EXERCISE DETAILS:
When the word "lane" appears in a line of the data below, list that line.

(Beginning of TASK INPUTS)

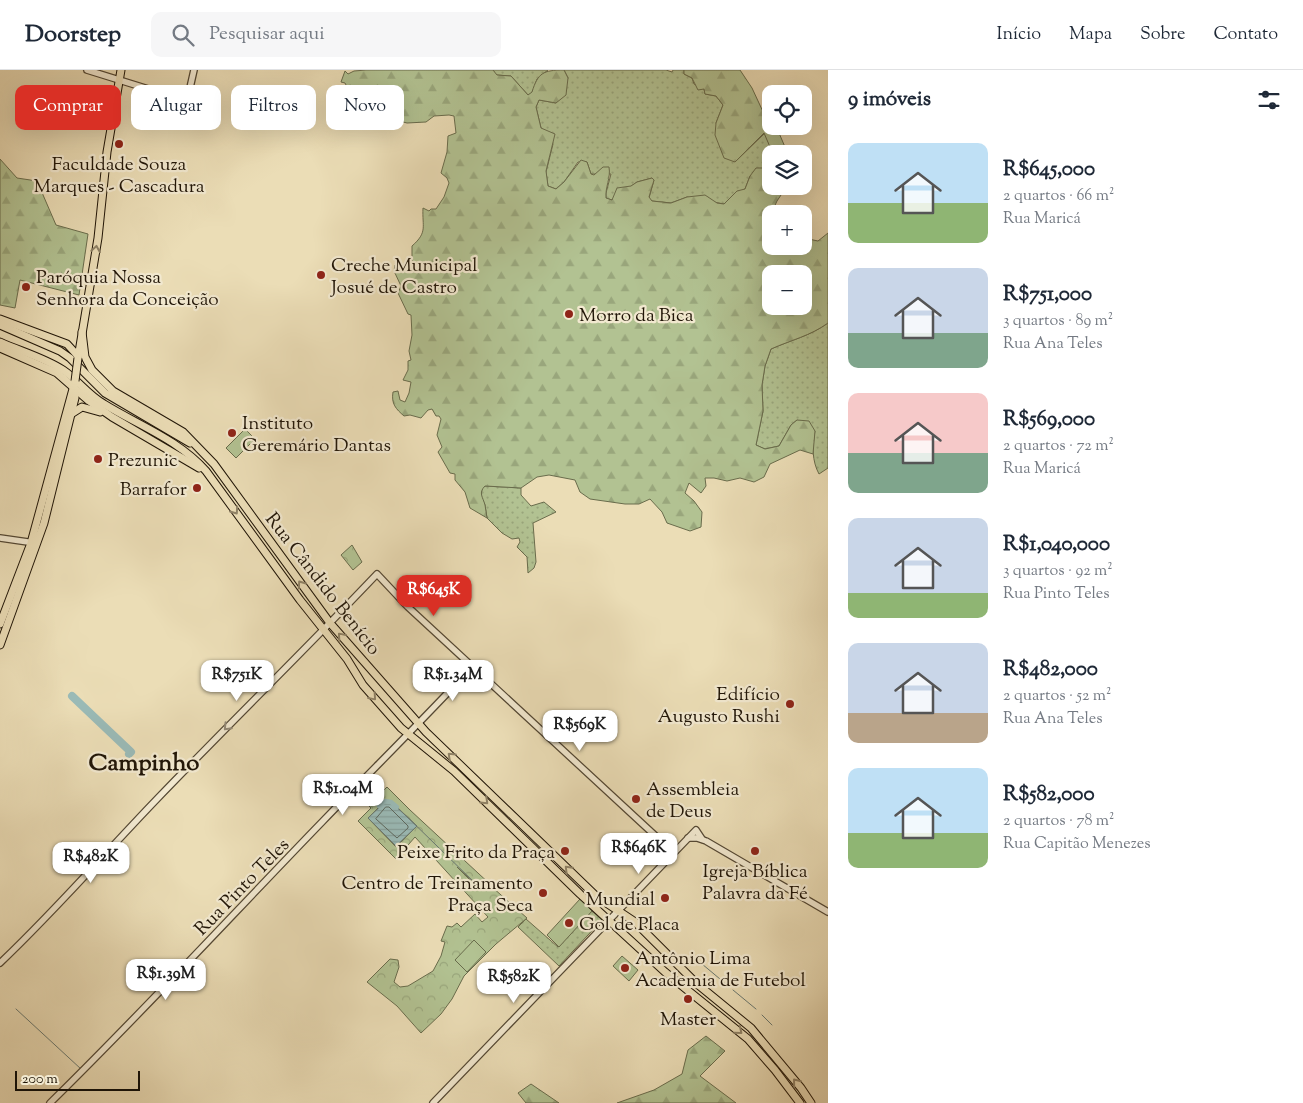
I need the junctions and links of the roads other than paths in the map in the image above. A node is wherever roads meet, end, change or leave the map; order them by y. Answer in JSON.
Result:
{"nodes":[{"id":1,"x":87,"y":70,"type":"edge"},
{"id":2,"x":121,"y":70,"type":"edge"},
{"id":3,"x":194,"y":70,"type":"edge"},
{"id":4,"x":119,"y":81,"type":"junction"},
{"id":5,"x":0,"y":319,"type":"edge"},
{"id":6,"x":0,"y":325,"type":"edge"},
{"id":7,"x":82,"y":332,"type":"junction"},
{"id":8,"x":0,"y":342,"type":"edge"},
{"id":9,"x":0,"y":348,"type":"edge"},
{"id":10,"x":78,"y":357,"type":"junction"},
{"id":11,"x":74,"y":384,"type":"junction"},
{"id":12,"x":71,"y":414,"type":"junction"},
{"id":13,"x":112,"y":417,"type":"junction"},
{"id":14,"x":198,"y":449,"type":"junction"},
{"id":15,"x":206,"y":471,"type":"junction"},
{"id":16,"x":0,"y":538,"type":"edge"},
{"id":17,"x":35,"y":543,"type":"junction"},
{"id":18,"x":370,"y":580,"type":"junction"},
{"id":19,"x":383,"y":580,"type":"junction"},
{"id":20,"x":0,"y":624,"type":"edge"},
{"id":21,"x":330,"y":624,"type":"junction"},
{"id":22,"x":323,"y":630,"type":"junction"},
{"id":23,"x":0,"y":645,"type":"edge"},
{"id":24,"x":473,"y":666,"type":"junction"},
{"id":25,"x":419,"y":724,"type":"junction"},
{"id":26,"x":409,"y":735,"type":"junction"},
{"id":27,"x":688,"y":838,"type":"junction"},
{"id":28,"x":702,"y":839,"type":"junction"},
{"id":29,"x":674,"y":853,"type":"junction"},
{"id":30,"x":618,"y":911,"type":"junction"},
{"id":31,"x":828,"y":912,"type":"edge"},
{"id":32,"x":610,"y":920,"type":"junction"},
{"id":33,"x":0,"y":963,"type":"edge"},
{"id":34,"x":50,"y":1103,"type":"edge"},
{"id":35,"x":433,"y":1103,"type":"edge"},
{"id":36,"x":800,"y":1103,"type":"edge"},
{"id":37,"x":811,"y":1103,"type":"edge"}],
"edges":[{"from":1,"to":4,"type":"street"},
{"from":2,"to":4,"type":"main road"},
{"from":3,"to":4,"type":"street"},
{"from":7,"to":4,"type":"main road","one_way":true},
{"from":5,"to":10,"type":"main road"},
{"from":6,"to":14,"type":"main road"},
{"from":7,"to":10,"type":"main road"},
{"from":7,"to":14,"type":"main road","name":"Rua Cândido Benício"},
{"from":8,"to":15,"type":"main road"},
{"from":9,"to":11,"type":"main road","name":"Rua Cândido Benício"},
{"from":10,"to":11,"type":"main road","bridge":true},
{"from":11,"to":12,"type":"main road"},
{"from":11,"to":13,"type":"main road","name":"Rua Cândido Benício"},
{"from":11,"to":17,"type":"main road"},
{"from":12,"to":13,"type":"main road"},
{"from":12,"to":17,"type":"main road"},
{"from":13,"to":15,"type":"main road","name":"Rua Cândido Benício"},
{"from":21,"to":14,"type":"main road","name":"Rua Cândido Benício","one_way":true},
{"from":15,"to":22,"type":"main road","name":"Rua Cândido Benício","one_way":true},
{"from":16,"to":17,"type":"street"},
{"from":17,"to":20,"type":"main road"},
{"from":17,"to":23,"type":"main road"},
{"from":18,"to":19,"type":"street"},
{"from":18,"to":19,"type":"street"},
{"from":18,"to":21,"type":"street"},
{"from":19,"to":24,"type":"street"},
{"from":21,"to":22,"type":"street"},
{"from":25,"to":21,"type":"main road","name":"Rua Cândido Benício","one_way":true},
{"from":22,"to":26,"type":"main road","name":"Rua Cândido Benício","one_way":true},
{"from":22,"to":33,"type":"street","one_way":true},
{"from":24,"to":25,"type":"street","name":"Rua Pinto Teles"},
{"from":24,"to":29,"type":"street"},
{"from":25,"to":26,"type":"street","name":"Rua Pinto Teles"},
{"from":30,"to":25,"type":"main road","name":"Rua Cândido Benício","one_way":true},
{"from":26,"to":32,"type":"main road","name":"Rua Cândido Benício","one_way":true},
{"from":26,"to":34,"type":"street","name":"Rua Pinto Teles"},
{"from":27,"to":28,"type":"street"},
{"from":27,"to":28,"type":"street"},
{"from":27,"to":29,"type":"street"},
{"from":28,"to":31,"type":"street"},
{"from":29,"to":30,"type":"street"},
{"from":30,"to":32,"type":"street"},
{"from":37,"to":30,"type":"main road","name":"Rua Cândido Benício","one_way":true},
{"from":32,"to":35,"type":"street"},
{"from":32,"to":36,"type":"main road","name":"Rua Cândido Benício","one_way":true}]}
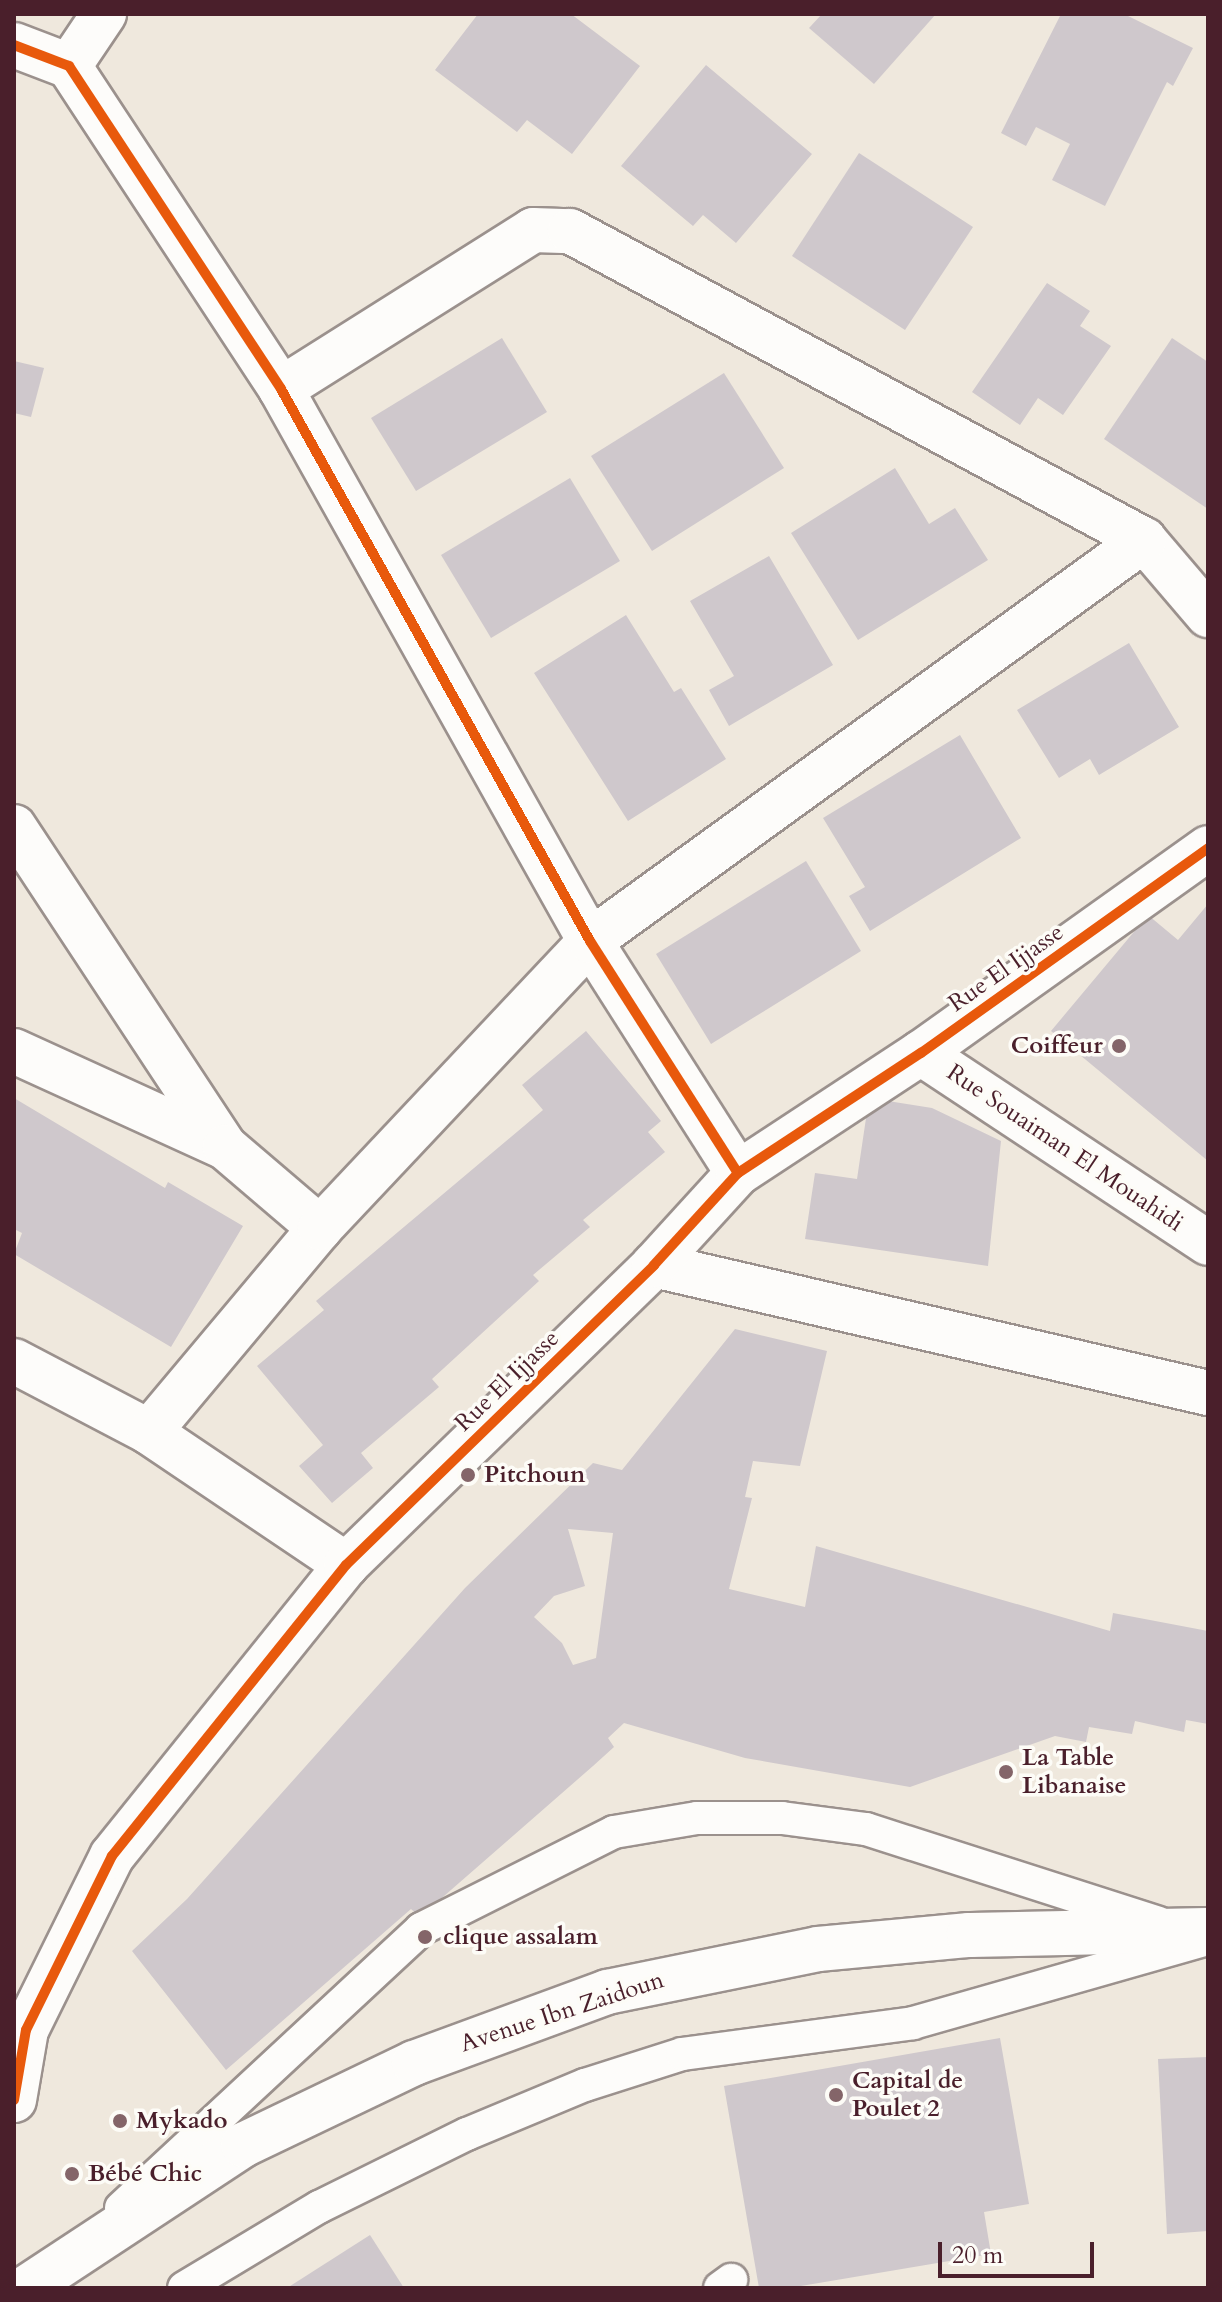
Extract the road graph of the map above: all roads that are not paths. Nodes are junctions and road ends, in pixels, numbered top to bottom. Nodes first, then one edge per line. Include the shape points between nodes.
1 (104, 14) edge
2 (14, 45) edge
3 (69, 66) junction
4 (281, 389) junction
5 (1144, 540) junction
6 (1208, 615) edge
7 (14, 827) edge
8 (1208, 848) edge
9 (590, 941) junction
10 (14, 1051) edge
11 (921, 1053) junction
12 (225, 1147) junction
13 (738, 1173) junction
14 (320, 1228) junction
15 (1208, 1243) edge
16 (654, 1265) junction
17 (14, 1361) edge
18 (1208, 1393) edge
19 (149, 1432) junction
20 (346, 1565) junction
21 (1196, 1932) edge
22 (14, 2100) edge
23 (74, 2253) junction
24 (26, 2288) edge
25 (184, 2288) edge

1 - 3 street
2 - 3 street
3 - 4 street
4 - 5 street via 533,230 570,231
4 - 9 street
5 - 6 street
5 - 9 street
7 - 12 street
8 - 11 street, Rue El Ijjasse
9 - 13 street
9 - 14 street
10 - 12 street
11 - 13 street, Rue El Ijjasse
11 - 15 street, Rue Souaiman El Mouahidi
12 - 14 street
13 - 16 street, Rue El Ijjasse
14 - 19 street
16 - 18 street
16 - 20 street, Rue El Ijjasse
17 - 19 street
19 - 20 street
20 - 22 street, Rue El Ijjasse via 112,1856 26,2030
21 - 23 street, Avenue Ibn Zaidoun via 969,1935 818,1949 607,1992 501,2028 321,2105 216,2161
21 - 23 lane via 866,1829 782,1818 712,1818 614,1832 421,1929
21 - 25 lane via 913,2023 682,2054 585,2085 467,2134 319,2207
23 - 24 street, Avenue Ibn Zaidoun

(End of TASK INPUTS)

EXERCISE ANSWER:
21 - 23 lane via 866,1829 782,1818 712,1818 614,1832 421,1929
21 - 25 lane via 913,2023 682,2054 585,2085 467,2134 319,2207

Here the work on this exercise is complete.